(Stored data)
============================================================

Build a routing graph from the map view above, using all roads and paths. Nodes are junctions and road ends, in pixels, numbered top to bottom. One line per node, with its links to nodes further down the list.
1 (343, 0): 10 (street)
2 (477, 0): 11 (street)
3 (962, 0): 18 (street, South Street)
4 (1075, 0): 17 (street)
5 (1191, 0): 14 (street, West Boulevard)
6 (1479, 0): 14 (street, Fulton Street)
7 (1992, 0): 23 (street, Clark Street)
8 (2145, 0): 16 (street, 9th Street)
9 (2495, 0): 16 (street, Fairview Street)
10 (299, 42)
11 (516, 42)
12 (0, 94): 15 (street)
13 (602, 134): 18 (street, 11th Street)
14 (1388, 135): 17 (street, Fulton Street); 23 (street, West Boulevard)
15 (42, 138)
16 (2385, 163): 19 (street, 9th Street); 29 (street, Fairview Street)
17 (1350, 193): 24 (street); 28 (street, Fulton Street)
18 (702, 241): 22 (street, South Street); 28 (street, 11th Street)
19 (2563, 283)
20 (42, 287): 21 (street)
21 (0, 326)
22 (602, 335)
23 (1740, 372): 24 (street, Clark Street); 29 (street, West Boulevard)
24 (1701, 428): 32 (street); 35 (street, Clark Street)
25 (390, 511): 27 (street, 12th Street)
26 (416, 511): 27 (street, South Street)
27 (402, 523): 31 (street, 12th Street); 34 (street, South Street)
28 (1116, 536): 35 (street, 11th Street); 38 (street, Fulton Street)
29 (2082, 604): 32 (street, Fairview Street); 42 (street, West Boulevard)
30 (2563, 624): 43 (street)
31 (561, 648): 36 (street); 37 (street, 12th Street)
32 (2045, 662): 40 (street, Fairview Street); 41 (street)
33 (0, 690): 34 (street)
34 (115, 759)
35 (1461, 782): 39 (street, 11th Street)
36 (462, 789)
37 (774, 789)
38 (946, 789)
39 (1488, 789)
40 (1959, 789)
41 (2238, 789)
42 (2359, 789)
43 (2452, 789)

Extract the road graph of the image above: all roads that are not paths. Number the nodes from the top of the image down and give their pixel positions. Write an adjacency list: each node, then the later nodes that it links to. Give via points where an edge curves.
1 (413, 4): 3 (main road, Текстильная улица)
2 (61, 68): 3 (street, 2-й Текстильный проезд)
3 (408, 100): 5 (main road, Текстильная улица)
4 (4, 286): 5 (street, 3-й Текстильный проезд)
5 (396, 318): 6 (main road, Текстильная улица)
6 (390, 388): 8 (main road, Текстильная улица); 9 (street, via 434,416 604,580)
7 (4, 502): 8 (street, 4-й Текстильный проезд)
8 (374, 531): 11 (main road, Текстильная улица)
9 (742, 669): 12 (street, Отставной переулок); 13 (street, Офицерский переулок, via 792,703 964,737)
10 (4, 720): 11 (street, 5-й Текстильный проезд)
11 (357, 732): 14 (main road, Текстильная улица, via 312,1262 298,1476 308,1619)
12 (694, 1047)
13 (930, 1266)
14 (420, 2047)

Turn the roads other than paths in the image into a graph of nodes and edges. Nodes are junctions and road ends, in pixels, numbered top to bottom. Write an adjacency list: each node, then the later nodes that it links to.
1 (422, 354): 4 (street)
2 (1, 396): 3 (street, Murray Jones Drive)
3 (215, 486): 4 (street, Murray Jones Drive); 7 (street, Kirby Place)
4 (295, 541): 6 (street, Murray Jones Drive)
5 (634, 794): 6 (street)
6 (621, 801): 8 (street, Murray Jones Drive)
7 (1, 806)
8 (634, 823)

============================================================

§ Problem to work on:
Every line from the one containing "Turn the roads" through the last line of the entries should be output exactly; nothing else belongs in the reply.

§ Written solution:
Turn the roads other than paths in the image into a graph of nodes and edges. Nodes are junctions and road ends, in pixels, numbered top to bottom. Write an adjacency list: each node, then the later nodes that it links to.
1 (422, 354): 4 (street)
2 (1, 396): 3 (street, Murray Jones Drive)
3 (215, 486): 4 (street, Murray Jones Drive); 7 (street, Kirby Place)
4 (295, 541): 6 (street, Murray Jones Drive)
5 (634, 794): 6 (street)
6 (621, 801): 8 (street, Murray Jones Drive)
7 (1, 806)
8 (634, 823)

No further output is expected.